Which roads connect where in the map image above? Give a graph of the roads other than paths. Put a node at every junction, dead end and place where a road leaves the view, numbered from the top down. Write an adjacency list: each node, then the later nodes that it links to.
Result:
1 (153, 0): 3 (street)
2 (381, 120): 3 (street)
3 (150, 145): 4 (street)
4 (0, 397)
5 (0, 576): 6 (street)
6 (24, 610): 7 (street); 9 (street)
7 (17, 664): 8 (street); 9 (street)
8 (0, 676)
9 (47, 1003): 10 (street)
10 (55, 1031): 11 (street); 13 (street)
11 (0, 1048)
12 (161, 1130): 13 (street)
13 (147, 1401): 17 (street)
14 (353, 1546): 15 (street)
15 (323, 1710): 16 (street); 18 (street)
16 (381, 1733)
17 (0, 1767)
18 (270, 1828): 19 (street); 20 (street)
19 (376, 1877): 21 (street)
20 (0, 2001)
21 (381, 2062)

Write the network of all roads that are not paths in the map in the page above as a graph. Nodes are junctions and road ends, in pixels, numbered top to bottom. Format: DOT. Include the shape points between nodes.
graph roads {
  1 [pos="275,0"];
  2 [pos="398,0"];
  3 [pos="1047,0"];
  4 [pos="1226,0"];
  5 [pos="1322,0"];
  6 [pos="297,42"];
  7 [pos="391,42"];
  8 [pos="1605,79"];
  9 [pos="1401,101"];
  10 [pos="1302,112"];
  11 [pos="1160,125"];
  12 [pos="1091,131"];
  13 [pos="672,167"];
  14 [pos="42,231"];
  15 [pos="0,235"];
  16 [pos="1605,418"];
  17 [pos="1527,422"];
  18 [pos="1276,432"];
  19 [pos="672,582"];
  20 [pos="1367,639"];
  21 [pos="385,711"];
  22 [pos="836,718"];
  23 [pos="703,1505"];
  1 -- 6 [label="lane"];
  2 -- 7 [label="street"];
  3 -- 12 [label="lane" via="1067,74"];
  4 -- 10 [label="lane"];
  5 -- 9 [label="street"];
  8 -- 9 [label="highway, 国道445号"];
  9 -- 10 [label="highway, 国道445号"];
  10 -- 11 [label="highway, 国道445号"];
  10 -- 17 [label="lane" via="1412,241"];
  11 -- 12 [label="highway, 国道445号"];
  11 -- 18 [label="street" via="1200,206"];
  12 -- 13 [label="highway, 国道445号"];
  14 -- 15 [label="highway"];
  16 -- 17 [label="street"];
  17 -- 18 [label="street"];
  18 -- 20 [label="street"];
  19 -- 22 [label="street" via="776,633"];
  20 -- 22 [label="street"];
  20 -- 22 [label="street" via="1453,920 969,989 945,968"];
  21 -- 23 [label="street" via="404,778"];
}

□ □ □ □

_Task description_. Each line above should be copied exactly, with no line missing.

_Result of this exercise_.
Which roads connect where in the map image above? Give a graph of the roads other than paths. Put a node at every junction, dead end and place where a road leaves the view, numbered from the top down. Write an adjacency list: each node, then the later nodes that it links to.
Result:
1 (153, 0): 3 (street)
2 (381, 120): 3 (street)
3 (150, 145): 4 (street)
4 (0, 397)
5 (0, 576): 6 (street)
6 (24, 610): 7 (street); 9 (street)
7 (17, 664): 8 (street); 9 (street)
8 (0, 676)
9 (47, 1003): 10 (street)
10 (55, 1031): 11 (street); 13 (street)
11 (0, 1048)
12 (161, 1130): 13 (street)
13 (147, 1401): 17 (street)
14 (353, 1546): 15 (street)
15 (323, 1710): 16 (street); 18 (street)
16 (381, 1733)
17 (0, 1767)
18 (270, 1828): 19 (street); 20 (street)
19 (376, 1877): 21 (street)
20 (0, 2001)
21 (381, 2062)

Write the network of all roads that are not paths in the map in the page above as a graph. Nodes are junctions and road ends, in pixels, numbered top to bottom. Format: DOT. Include the shape points between nodes.
graph roads {
  1 [pos="275,0"];
  2 [pos="398,0"];
  3 [pos="1047,0"];
  4 [pos="1226,0"];
  5 [pos="1322,0"];
  6 [pos="297,42"];
  7 [pos="391,42"];
  8 [pos="1605,79"];
  9 [pos="1401,101"];
  10 [pos="1302,112"];
  11 [pos="1160,125"];
  12 [pos="1091,131"];
  13 [pos="672,167"];
  14 [pos="42,231"];
  15 [pos="0,235"];
  16 [pos="1605,418"];
  17 [pos="1527,422"];
  18 [pos="1276,432"];
  19 [pos="672,582"];
  20 [pos="1367,639"];
  21 [pos="385,711"];
  22 [pos="836,718"];
  23 [pos="703,1505"];
  1 -- 6 [label="lane"];
  2 -- 7 [label="street"];
  3 -- 12 [label="lane" via="1067,74"];
  4 -- 10 [label="lane"];
  5 -- 9 [label="street"];
  8 -- 9 [label="highway, 国道445号"];
  9 -- 10 [label="highway, 国道445号"];
  10 -- 11 [label="highway, 国道445号"];
  10 -- 17 [label="lane" via="1412,241"];
  11 -- 12 [label="highway, 国道445号"];
  11 -- 18 [label="street" via="1200,206"];
  12 -- 13 [label="highway, 国道445号"];
  14 -- 15 [label="highway"];
  16 -- 17 [label="street"];
  17 -- 18 [label="street"];
  18 -- 20 [label="street"];
  19 -- 22 [label="street" via="776,633"];
  20 -- 22 [label="street"];
  20 -- 22 [label="street" via="1453,920 969,989 945,968"];
  21 -- 23 [label="street" via="404,778"];
}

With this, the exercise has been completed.